Stored entries:
# # # # # # #
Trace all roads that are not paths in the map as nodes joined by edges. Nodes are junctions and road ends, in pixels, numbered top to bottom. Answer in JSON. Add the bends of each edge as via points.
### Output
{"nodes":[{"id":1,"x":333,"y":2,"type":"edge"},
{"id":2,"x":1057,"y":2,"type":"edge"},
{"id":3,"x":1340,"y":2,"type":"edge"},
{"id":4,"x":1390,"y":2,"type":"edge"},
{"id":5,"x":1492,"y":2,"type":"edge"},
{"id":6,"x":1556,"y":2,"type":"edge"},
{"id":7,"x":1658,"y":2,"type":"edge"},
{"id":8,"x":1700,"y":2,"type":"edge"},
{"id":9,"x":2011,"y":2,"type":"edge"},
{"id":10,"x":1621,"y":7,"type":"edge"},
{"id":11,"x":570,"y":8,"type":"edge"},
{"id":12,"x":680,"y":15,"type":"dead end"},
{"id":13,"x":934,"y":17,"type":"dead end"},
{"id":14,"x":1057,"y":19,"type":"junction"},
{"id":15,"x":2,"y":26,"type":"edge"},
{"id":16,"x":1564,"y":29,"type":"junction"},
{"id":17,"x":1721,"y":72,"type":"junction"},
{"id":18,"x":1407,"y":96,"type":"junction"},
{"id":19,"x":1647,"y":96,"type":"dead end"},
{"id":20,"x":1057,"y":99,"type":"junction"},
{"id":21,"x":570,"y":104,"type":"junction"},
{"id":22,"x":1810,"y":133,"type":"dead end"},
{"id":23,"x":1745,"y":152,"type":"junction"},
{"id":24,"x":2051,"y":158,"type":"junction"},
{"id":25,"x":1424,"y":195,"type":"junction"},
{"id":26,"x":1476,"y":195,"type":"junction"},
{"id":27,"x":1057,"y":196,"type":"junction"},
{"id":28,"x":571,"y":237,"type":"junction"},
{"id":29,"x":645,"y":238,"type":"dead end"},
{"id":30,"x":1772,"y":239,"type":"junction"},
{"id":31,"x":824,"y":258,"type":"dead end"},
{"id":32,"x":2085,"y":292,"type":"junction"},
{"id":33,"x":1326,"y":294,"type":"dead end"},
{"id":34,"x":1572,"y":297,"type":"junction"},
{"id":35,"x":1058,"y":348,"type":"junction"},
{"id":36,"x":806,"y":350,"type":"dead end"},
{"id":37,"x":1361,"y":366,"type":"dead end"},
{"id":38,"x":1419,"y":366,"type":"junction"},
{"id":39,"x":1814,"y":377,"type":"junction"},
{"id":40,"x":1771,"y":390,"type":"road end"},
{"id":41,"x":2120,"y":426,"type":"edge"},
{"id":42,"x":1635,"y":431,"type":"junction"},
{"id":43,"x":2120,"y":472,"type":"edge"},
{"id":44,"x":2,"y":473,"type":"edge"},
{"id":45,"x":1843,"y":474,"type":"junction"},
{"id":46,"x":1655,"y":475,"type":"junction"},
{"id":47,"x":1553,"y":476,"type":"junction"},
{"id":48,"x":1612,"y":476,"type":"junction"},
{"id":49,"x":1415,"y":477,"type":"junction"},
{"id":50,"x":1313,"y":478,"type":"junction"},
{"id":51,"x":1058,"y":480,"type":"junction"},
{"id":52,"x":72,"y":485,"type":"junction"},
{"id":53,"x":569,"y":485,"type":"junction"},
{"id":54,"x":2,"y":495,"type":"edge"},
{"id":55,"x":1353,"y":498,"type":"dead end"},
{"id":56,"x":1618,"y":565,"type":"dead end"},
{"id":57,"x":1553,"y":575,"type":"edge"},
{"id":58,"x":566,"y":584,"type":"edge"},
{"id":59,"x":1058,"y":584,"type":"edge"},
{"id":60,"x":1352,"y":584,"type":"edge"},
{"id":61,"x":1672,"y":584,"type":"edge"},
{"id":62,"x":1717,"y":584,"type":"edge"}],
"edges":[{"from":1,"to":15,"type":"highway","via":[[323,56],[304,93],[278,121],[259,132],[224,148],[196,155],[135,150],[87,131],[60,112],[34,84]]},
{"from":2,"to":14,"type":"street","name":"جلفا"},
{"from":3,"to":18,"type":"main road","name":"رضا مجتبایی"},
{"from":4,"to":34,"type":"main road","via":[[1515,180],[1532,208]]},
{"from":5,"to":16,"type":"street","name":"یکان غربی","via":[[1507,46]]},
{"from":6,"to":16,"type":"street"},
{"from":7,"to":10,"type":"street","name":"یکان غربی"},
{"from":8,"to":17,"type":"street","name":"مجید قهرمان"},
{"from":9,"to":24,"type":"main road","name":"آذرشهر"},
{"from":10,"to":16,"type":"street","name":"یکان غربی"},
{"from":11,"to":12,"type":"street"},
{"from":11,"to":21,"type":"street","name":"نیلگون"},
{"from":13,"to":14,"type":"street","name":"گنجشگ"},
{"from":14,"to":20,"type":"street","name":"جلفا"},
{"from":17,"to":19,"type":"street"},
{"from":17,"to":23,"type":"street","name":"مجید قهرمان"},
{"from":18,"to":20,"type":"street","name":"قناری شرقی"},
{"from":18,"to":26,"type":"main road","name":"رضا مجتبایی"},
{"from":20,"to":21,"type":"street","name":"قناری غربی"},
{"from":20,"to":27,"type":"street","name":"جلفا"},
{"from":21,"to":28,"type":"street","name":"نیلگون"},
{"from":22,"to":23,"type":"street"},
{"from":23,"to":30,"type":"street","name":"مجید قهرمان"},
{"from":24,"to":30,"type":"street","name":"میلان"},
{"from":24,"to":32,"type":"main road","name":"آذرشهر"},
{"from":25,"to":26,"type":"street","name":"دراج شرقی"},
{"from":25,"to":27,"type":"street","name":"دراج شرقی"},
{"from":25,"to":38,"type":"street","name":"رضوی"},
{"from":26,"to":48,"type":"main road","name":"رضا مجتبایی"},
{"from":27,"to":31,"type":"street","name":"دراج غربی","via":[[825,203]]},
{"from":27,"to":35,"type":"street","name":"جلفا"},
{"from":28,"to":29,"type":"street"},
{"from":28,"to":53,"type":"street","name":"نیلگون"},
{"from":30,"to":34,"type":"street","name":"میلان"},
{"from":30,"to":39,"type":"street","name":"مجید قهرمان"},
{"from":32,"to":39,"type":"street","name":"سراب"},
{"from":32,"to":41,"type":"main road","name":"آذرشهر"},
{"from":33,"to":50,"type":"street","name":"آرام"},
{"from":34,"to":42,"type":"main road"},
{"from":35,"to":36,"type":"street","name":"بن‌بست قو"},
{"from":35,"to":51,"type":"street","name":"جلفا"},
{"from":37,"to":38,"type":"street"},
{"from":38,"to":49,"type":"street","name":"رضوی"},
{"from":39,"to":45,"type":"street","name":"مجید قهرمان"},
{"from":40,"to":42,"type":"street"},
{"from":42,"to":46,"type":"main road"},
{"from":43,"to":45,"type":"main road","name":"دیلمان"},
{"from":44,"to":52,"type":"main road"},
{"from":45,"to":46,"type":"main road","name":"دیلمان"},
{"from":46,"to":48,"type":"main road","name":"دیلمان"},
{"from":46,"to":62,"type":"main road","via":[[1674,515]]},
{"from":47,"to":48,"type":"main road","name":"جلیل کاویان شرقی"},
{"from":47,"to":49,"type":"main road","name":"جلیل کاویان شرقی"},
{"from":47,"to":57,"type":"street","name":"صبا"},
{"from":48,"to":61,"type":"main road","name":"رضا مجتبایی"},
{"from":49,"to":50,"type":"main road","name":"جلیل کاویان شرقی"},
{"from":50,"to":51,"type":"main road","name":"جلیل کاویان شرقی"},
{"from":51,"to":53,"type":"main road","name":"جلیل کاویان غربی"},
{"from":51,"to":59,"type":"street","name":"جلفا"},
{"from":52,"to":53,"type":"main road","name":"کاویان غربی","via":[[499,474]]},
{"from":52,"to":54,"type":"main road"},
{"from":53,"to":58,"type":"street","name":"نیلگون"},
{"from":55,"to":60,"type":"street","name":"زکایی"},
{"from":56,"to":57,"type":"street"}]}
# # # # # # #
Assigned task:
From the data above, copy every line where "قناری" appears.

Answer for the task:
{"from":18,"to":20,"type":"street","name":"قناری شرقی"},
{"from":20,"to":21,"type":"street","name":"قناری غربی"},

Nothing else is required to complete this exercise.